▸ **THE DATA**:
-.-.-

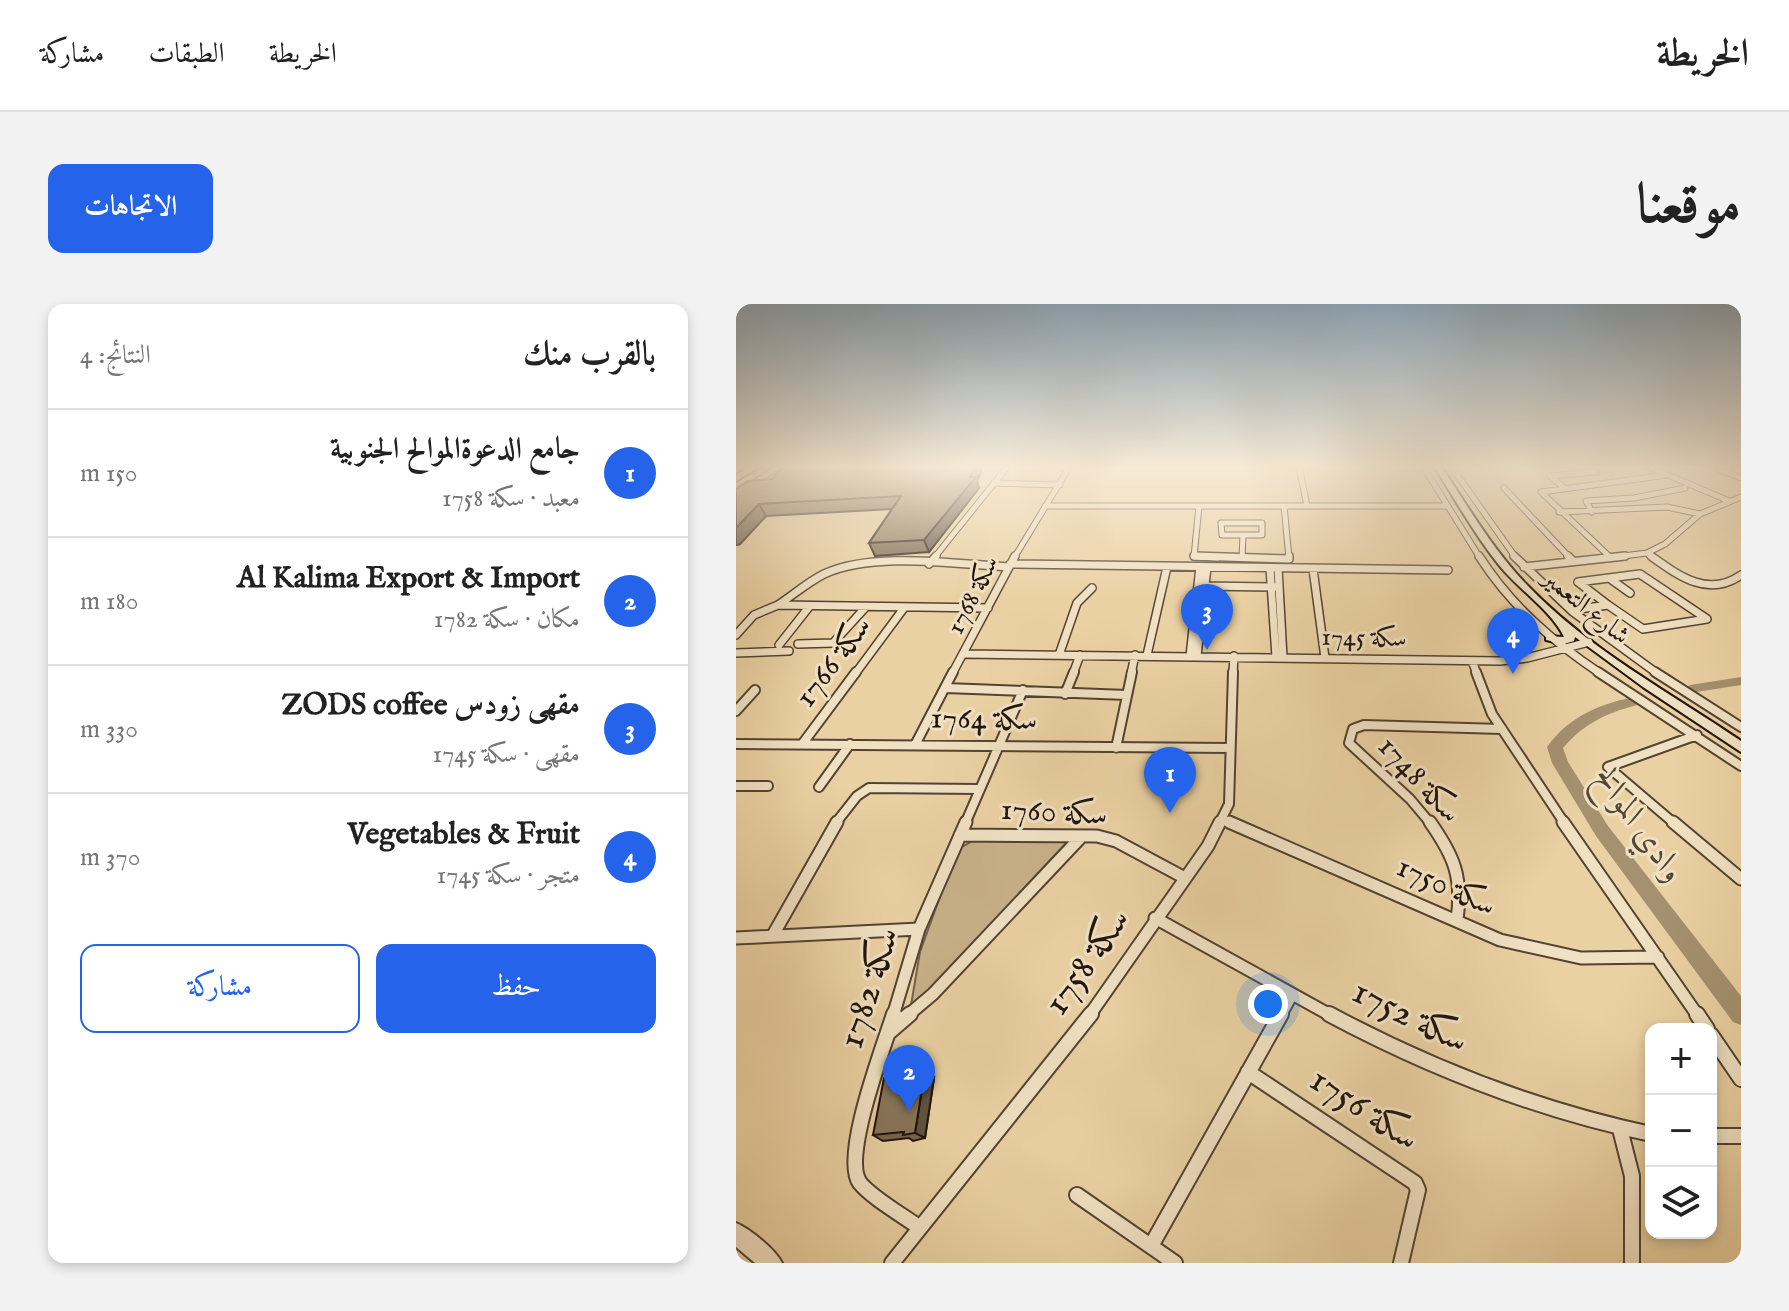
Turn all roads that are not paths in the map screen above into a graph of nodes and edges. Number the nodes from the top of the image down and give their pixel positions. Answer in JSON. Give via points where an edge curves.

-.-.-

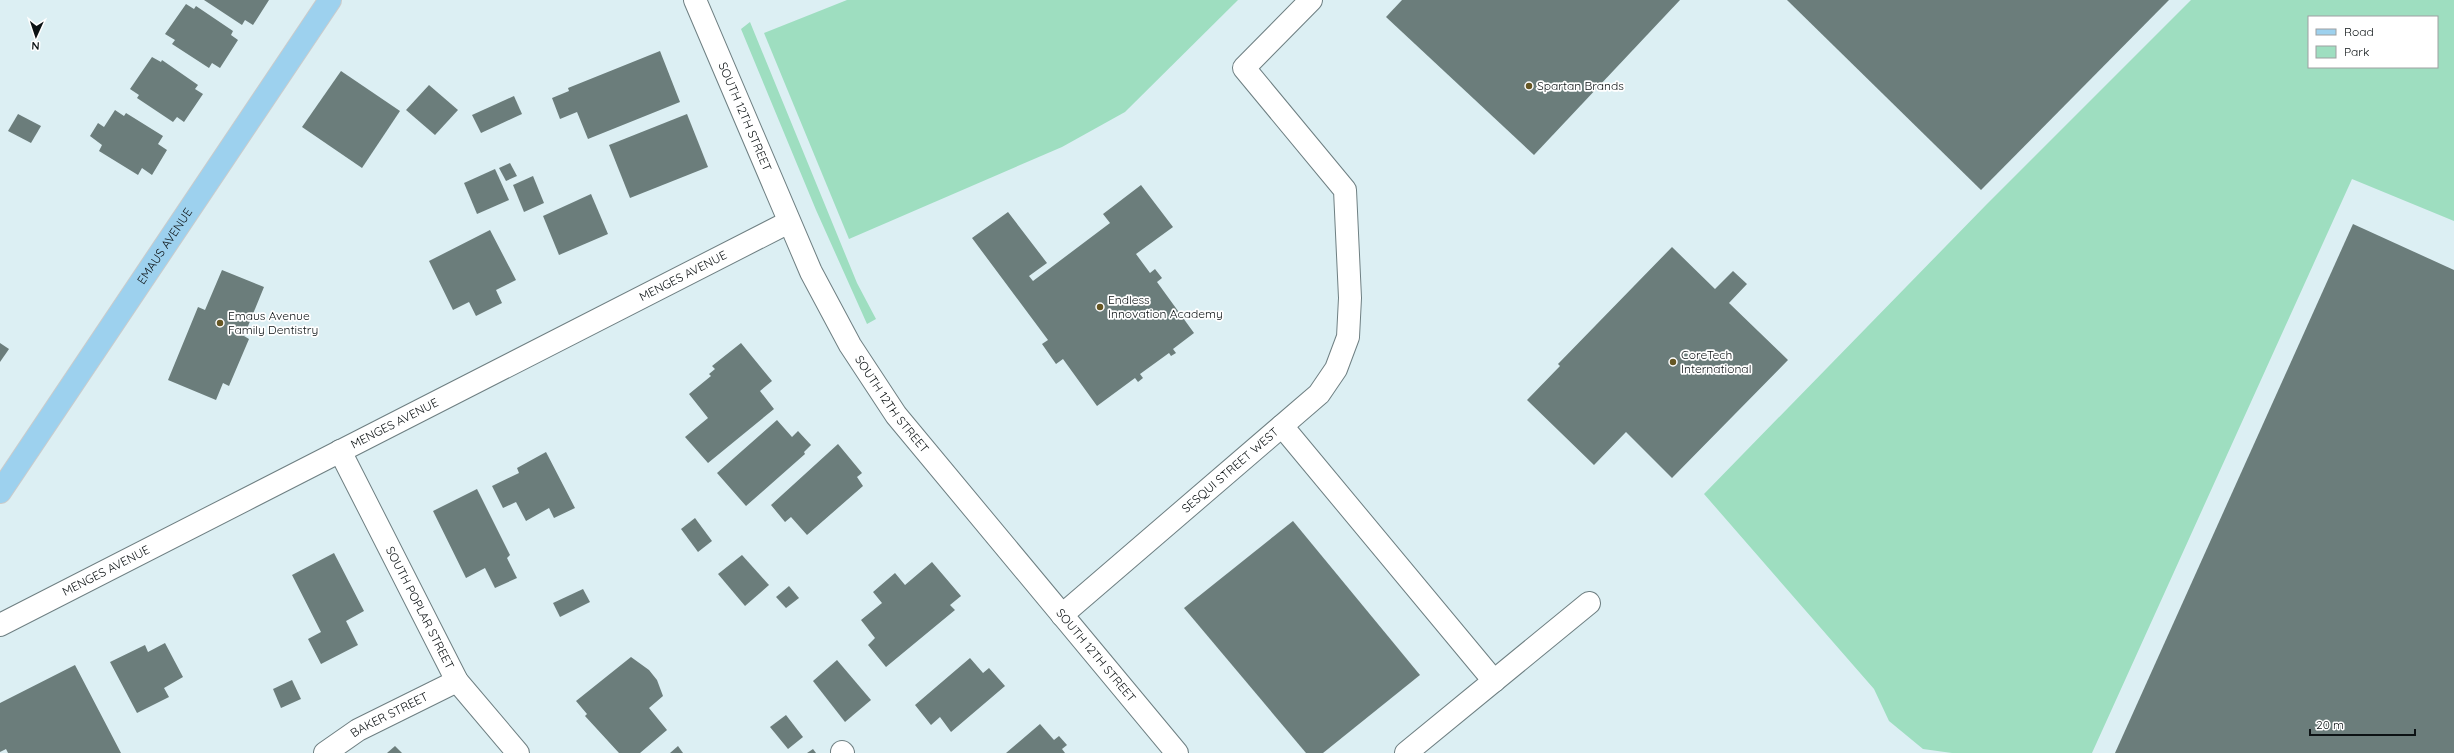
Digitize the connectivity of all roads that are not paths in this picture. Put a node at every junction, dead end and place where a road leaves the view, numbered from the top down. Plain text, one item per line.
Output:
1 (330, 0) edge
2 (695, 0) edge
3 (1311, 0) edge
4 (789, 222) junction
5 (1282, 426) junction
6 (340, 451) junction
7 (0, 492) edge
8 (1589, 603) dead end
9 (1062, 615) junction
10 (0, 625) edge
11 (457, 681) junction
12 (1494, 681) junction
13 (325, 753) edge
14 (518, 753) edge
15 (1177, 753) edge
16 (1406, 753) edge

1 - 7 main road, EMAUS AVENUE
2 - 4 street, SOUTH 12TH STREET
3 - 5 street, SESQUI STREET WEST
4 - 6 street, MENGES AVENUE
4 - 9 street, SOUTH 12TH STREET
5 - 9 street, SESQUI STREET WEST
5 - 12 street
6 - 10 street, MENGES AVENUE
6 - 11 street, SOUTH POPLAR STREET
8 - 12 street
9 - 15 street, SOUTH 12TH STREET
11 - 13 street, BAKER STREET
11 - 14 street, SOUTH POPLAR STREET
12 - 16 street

-.-.-

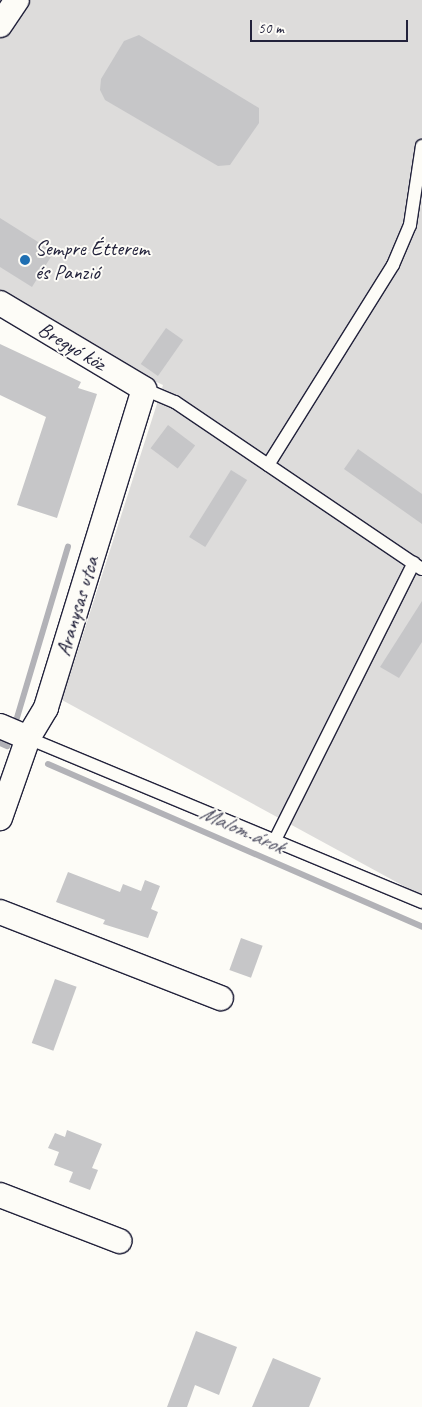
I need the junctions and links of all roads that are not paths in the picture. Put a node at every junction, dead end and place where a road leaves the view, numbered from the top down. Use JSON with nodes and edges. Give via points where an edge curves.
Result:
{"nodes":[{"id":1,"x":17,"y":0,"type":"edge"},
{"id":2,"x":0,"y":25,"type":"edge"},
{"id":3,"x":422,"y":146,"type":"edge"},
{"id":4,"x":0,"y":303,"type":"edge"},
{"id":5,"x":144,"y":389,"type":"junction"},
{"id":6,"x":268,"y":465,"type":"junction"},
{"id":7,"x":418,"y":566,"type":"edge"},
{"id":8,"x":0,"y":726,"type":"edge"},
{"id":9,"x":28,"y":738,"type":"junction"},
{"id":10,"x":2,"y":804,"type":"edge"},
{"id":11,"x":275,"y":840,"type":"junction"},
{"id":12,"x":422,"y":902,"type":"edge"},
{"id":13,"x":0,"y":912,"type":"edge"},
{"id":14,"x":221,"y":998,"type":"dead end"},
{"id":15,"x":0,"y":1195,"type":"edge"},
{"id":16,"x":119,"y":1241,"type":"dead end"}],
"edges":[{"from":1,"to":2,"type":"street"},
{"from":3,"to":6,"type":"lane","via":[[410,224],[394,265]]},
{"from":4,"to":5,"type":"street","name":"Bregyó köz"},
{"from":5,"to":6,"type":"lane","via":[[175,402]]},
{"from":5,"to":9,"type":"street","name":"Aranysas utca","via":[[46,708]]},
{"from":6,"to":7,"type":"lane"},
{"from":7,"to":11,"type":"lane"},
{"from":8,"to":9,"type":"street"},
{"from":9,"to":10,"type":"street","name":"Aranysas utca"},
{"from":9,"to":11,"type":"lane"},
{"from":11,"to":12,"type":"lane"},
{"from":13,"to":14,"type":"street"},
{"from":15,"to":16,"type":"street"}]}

-.-.-

Look through the listing above and copy each line with the word "that" in it.

▸ **FINAL ANSWER**:
Turn all roads that are not paths in the map screen above into a graph of nodes and edges. Number the nodes from the top of the image down and give their pixel positions. Answer in JSON. Give via points where an edge curves.
Digitize the connectivity of all roads that are not paths in this picture. Put a node at every junction, dead end and place where a road leaves the view, numbered from the top down. Plain text, one item per line.
I need the junctions and links of all roads that are not paths in the picture. Put a node at every junction, dead end and place where a road leaves the view, numbered from the top down. Use JSON with nodes and edges. Give via points where an edge curves.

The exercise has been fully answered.